I would like you to restate each record word for word.

Records drawn from a dataset:
▶
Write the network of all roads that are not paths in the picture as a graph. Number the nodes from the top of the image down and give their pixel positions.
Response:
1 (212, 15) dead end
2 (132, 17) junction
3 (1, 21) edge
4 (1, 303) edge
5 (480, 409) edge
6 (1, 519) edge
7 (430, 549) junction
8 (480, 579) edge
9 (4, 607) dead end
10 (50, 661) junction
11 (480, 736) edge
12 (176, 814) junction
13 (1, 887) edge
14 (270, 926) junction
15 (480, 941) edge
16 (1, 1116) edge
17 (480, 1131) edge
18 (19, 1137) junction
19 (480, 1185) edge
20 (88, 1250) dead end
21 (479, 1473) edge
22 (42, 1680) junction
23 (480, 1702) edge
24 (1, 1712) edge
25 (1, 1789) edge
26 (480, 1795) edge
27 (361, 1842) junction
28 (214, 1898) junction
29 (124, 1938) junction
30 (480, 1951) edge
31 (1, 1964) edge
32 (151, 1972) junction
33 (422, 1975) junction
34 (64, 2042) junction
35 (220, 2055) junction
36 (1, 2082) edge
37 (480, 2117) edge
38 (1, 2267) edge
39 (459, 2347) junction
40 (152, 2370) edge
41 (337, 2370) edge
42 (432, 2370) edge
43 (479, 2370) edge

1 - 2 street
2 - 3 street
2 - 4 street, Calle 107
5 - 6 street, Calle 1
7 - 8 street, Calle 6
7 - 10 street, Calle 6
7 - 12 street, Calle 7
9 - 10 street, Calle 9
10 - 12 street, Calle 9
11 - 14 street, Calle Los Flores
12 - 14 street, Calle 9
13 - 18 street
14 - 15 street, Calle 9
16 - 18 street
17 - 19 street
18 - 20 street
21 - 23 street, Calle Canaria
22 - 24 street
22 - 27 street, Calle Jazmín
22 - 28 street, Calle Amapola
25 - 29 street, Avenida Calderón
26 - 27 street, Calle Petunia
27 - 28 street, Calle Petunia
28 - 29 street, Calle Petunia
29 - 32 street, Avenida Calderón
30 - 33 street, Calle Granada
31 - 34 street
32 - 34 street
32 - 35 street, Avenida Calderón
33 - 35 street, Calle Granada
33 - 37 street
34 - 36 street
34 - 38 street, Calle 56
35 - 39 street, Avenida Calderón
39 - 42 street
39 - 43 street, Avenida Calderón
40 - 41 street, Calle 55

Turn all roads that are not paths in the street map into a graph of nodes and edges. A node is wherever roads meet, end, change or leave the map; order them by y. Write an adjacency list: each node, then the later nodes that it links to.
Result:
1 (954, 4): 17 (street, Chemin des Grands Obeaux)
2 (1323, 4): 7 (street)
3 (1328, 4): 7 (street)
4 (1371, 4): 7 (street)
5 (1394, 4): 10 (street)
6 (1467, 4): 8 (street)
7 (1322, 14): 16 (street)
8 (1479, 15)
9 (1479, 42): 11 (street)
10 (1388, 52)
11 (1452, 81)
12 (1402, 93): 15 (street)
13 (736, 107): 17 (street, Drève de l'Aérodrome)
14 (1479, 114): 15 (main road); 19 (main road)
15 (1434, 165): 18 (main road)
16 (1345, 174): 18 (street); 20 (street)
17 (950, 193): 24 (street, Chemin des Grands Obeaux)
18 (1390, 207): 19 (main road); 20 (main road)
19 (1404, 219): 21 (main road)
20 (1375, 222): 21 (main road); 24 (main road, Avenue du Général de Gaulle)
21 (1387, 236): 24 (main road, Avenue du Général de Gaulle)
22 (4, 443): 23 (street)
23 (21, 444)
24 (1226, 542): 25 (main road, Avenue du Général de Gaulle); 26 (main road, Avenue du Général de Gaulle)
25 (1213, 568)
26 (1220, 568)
◀
OUTPUT FOR THIS EXERCISE |
Write the network of all roads that are not paths in the picture as a graph. Number the nodes from the top of the image down and give their pixel positions.
Response:
1 (212, 15) dead end
2 (132, 17) junction
3 (1, 21) edge
4 (1, 303) edge
5 (480, 409) edge
6 (1, 519) edge
7 (430, 549) junction
8 (480, 579) edge
9 (4, 607) dead end
10 (50, 661) junction
11 (480, 736) edge
12 (176, 814) junction
13 (1, 887) edge
14 (270, 926) junction
15 (480, 941) edge
16 (1, 1116) edge
17 (480, 1131) edge
18 (19, 1137) junction
19 (480, 1185) edge
20 (88, 1250) dead end
21 (479, 1473) edge
22 (42, 1680) junction
23 (480, 1702) edge
24 (1, 1712) edge
25 (1, 1789) edge
26 (480, 1795) edge
27 (361, 1842) junction
28 (214, 1898) junction
29 (124, 1938) junction
30 (480, 1951) edge
31 (1, 1964) edge
32 (151, 1972) junction
33 (422, 1975) junction
34 (64, 2042) junction
35 (220, 2055) junction
36 (1, 2082) edge
37 (480, 2117) edge
38 (1, 2267) edge
39 (459, 2347) junction
40 (152, 2370) edge
41 (337, 2370) edge
42 (432, 2370) edge
43 (479, 2370) edge

1 - 2 street
2 - 3 street
2 - 4 street, Calle 107
5 - 6 street, Calle 1
7 - 8 street, Calle 6
7 - 10 street, Calle 6
7 - 12 street, Calle 7
9 - 10 street, Calle 9
10 - 12 street, Calle 9
11 - 14 street, Calle Los Flores
12 - 14 street, Calle 9
13 - 18 street
14 - 15 street, Calle 9
16 - 18 street
17 - 19 street
18 - 20 street
21 - 23 street, Calle Canaria
22 - 24 street
22 - 27 street, Calle Jazmín
22 - 28 street, Calle Amapola
25 - 29 street, Avenida Calderón
26 - 27 street, Calle Petunia
27 - 28 street, Calle Petunia
28 - 29 street, Calle Petunia
29 - 32 street, Avenida Calderón
30 - 33 street, Calle Granada
31 - 34 street
32 - 34 street
32 - 35 street, Avenida Calderón
33 - 35 street, Calle Granada
33 - 37 street
34 - 36 street
34 - 38 street, Calle 56
35 - 39 street, Avenida Calderón
39 - 42 street
39 - 43 street, Avenida Calderón
40 - 41 street, Calle 55

Turn all roads that are not paths in the street map into a graph of nodes and edges. A node is wherever roads meet, end, change or leave the map; order them by y. Write an adjacency list: each node, then the later nodes that it links to.
Result:
1 (954, 4): 17 (street, Chemin des Grands Obeaux)
2 (1323, 4): 7 (street)
3 (1328, 4): 7 (street)
4 (1371, 4): 7 (street)
5 (1394, 4): 10 (street)
6 (1467, 4): 8 (street)
7 (1322, 14): 16 (street)
8 (1479, 15)
9 (1479, 42): 11 (street)
10 (1388, 52)
11 (1452, 81)
12 (1402, 93): 15 (street)
13 (736, 107): 17 (street, Drève de l'Aérodrome)
14 (1479, 114): 15 (main road); 19 (main road)
15 (1434, 165): 18 (main road)
16 (1345, 174): 18 (street); 20 (street)
17 (950, 193): 24 (street, Chemin des Grands Obeaux)
18 (1390, 207): 19 (main road); 20 (main road)
19 (1404, 219): 21 (main road)
20 (1375, 222): 21 (main road); 24 (main road, Avenue du Général de Gaulle)
21 (1387, 236): 24 (main road, Avenue du Général de Gaulle)
22 (4, 443): 23 (street)
23 (21, 444)
24 (1226, 542): 25 (main road, Avenue du Général de Gaulle); 26 (main road, Avenue du Général de Gaulle)
25 (1213, 568)
26 (1220, 568)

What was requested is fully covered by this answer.